[Stored records]

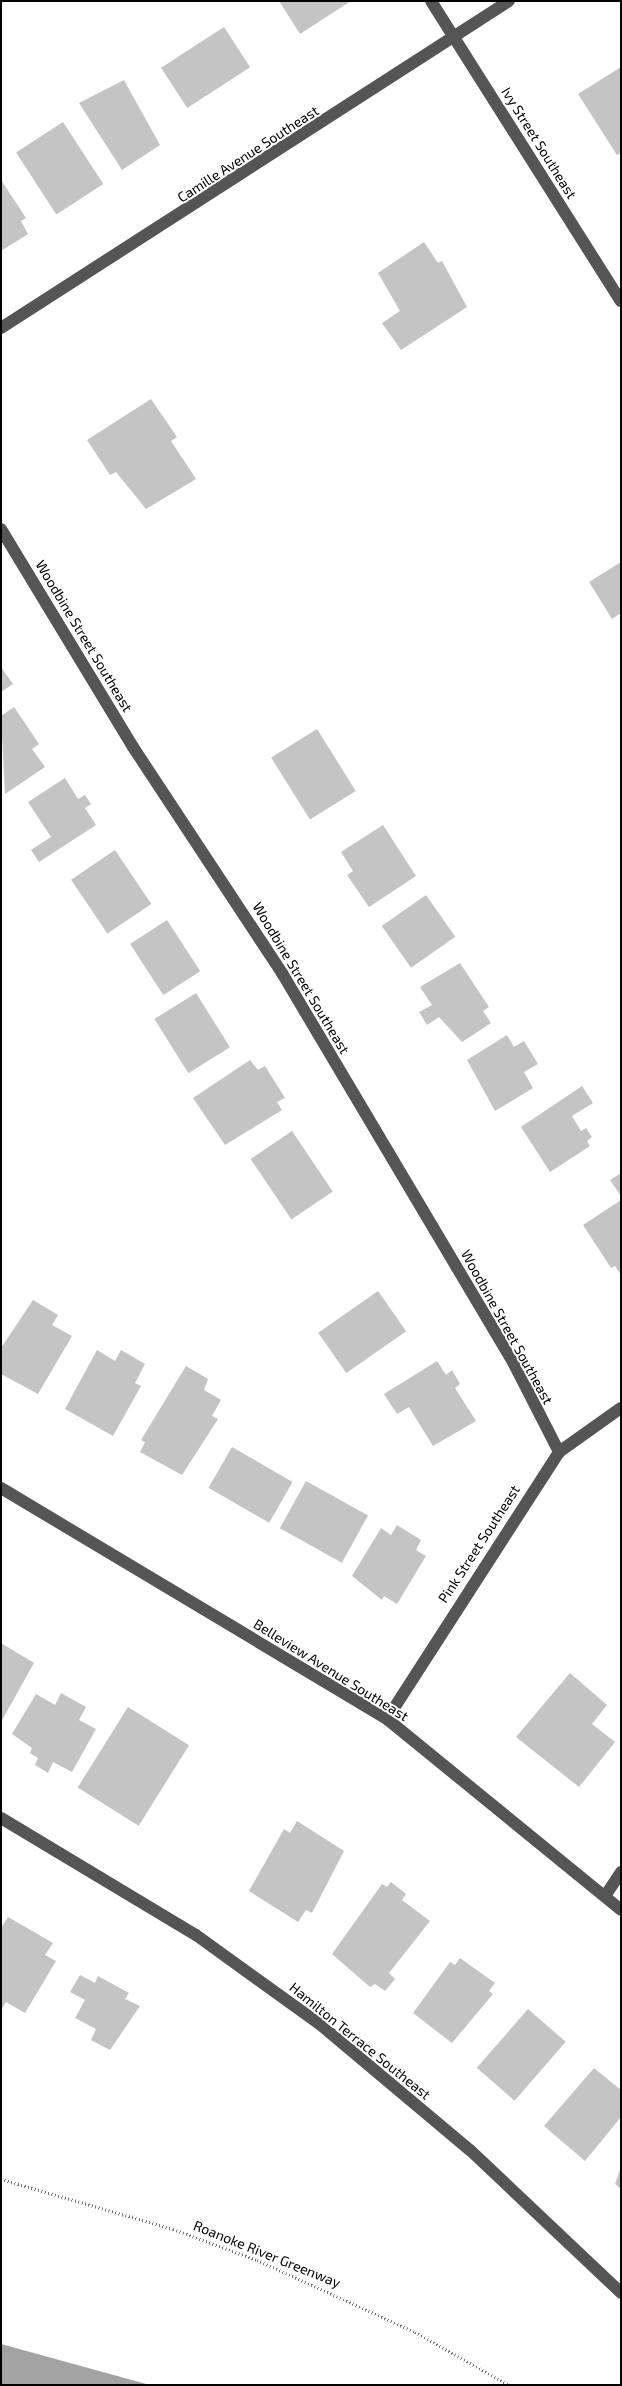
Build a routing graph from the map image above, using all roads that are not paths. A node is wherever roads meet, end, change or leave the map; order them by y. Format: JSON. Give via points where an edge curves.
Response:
{"nodes":[{"id":1,"x":431,"y":1,"type":"edge"},
{"id":2,"x":509,"y":1,"type":"edge"},
{"id":3,"x":455,"y":37,"type":"junction"},
{"id":4,"x":621,"y":301,"type":"edge"},
{"id":5,"x":1,"y":328,"type":"edge"},
{"id":6,"x":1,"y":529,"type":"edge"},
{"id":7,"x":621,"y":1408,"type":"edge"},
{"id":8,"x":559,"y":1452,"type":"junction"},
{"id":9,"x":1,"y":1488,"type":"edge"},
{"id":10,"x":387,"y":1719,"type":"junction"},
{"id":11,"x":1,"y":1818,"type":"edge"},
{"id":12,"x":621,"y":1872,"type":"edge"},
{"id":13,"x":605,"y":1896,"type":"junction"},
{"id":14,"x":621,"y":1910,"type":"edge"},
{"id":15,"x":621,"y":2293,"type":"edge"}],
"edges":[{"from":1,"to":3,"type":"street","name":"Ivy Street Southeast"},
{"from":2,"to":3,"type":"street","name":"Camille Avenue Southeast"},
{"from":3,"to":4,"type":"street","name":"Ivy Street Southeast"},
{"from":3,"to":5,"type":"street","name":"Camille Avenue Southeast"},
{"from":6,"to":8,"type":"street","name":"Woodbine Street Southeast","via":[[133,747],[282,973],[514,1364]]},
{"from":7,"to":8,"type":"street","name":"Pink Street Southeast"},
{"from":8,"to":10,"type":"street","name":"Pink Street Southeast"},
{"from":9,"to":10,"type":"street","name":"Belleview Avenue Southeast"},
{"from":10,"to":13,"type":"street","name":"Belleview Avenue Southeast"},
{"from":11,"to":15,"type":"street","name":"Hamilton Terrace Southeast","via":[[196,1935],[322,2026],[470,2150]]},
{"from":12,"to":13,"type":"street"},
{"from":13,"to":14,"type":"street","name":"Belleview Avenue Southeast"}]}
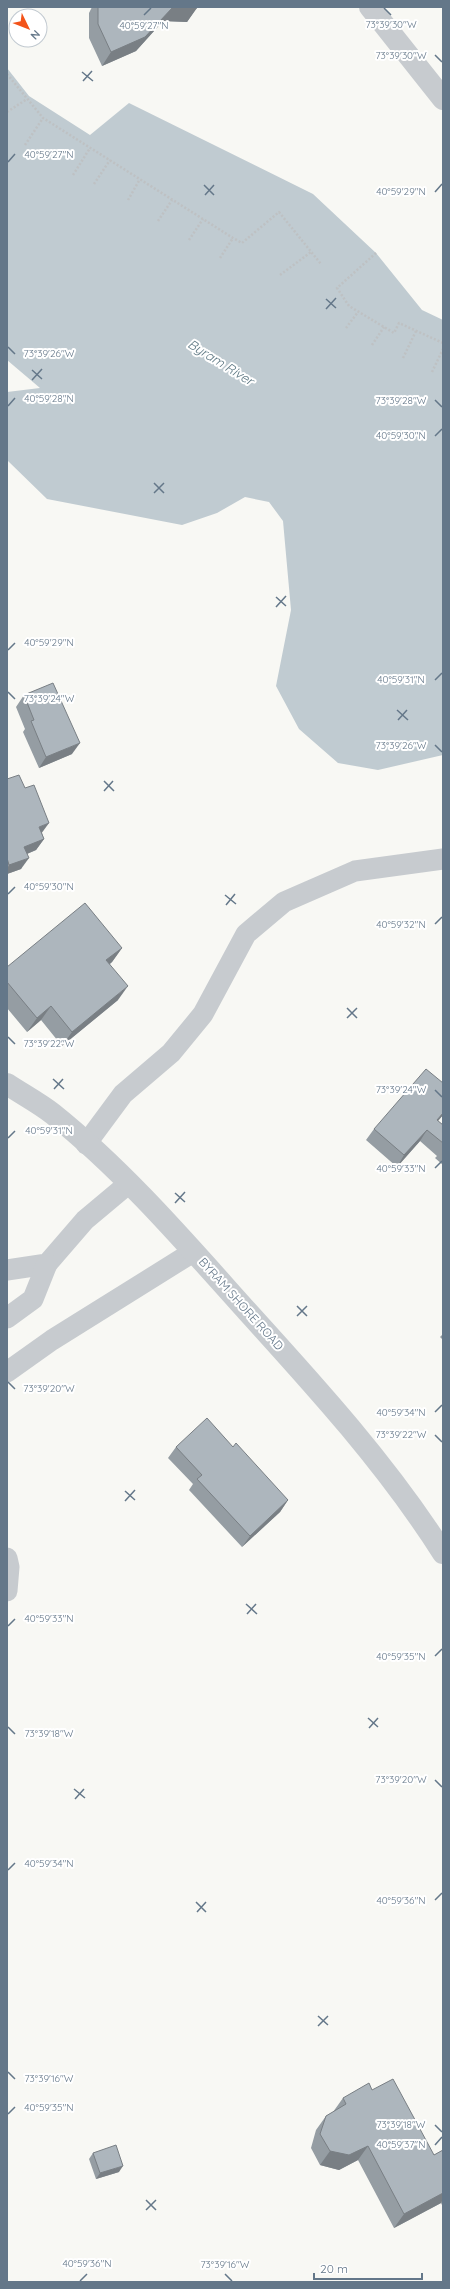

• [Assigned task]
Transcribe every record above exactly, leaving out the pictures.

• [The answer]
Build a routing graph from the map image above, using all roads that are not paths. A node is wherever roads meet, end, change or leave the map; order them by y. Format: JSON. Give via points where an edge curves.
Response:
{"nodes":[{"id":1,"x":431,"y":1,"type":"edge"},
{"id":2,"x":509,"y":1,"type":"edge"},
{"id":3,"x":455,"y":37,"type":"junction"},
{"id":4,"x":621,"y":301,"type":"edge"},
{"id":5,"x":1,"y":328,"type":"edge"},
{"id":6,"x":1,"y":529,"type":"edge"},
{"id":7,"x":621,"y":1408,"type":"edge"},
{"id":8,"x":559,"y":1452,"type":"junction"},
{"id":9,"x":1,"y":1488,"type":"edge"},
{"id":10,"x":387,"y":1719,"type":"junction"},
{"id":11,"x":1,"y":1818,"type":"edge"},
{"id":12,"x":621,"y":1872,"type":"edge"},
{"id":13,"x":605,"y":1896,"type":"junction"},
{"id":14,"x":621,"y":1910,"type":"edge"},
{"id":15,"x":621,"y":2293,"type":"edge"}],
"edges":[{"from":1,"to":3,"type":"street","name":"Ivy Street Southeast"},
{"from":2,"to":3,"type":"street","name":"Camille Avenue Southeast"},
{"from":3,"to":4,"type":"street","name":"Ivy Street Southeast"},
{"from":3,"to":5,"type":"street","name":"Camille Avenue Southeast"},
{"from":6,"to":8,"type":"street","name":"Woodbine Street Southeast","via":[[133,747],[282,973],[514,1364]]},
{"from":7,"to":8,"type":"street","name":"Pink Street Southeast"},
{"from":8,"to":10,"type":"street","name":"Pink Street Southeast"},
{"from":9,"to":10,"type":"street","name":"Belleview Avenue Southeast"},
{"from":10,"to":13,"type":"street","name":"Belleview Avenue Southeast"},
{"from":11,"to":15,"type":"street","name":"Hamilton Terrace Southeast","via":[[196,1935],[322,2026],[470,2150]]},
{"from":12,"to":13,"type":"street"},
{"from":13,"to":14,"type":"street","name":"Belleview Avenue Southeast"}]}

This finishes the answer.